L’obiettivo del gruppo dell’archistar genovese è «creare uno spazio continuo, pubblico, una piazza disponibile ai residenti come ai turisti, illuminata e dotata di spazi in cui sostare e intrattenersi». I rendering sono stati illustrati ieri al sindaco di Napoli Gaetano Manfredi, a palazzo Giustiniani a Roma, dove il primo cittadino ha incontrato il gruppo di giovani.

«Un dono alla città - ha sottolineato l’ex rettore - Anche questo è un passaggio importante per una parte del quartiere Sanità che con il boom turistico che stiamo vivendo è uno dei centri di attrazione maggiore della città».

Il tema del G124 di quest’anno, assegnato da Renzo Piano al suo gruppo di lavoro, è «la piazza». L’area di progetto individuata dagli under 35 napoletani è situata nella parte più interna del Rione Sanità, nello spazio antistante la chiesa di Maria Santissima del Carmine, in via Fontanelle. 

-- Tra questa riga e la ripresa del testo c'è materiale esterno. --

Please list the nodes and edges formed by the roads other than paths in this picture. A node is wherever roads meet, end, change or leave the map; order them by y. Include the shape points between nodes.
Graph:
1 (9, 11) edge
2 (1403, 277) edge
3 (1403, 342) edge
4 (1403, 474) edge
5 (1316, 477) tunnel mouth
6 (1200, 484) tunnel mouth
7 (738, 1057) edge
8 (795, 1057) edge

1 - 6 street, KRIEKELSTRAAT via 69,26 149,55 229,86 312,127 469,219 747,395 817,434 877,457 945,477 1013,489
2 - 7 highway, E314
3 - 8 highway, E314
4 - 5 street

Oltre allo spazio prospiciente il cimitero delle Fontanelle il progetto prevede la risistemazione del sagrato della Parrocchia della chiesa e dell’adiacente giardino “gradonato”, attualmente di proprietà privata e destinato anch’esso dal progetto ad un uso pubblico. L’opera si articola su tre aree di differente proprietà: ingresso del cimitero delle Fontanelle (patrimonio del Comune di Napoli), il sagrato della chiesa di Maria del Carmine (Curia di Napoli), Cordonata (proprietà privata).

Nonostante la triplice natura l’intervento è concepito come unitario e continuo con l’obbiettivo di consentire la completa accessibilità degli spazi, di garantirne la sicurezza e di permettere al territorio di accogliere i flussi turistici derivanti dalla riapertura del monumento. I giovani architetti del gruppo di Piano cercano di guardare la luna e non il dito, ponendosi traguardi ambiziosi, come creare un legame fisico tra l’attuale stazione metropolitana linea 1 di Materdei, la futura uscita al Rione Sanità e la nuova piazza. Sono state progettate non a caso quattro piccole aree pubbliche (ad oggi in fase di approvazione da parte dell’amministrazione comunale), arredate con sedute, alberi e siepi in continuità con le strategie di rigenerazione urbana del quartiere, già realizzate dal 2016 dal Diarc insieme con la Fondazione di Comunità San Gennaro, in altre aree del rione Sanità.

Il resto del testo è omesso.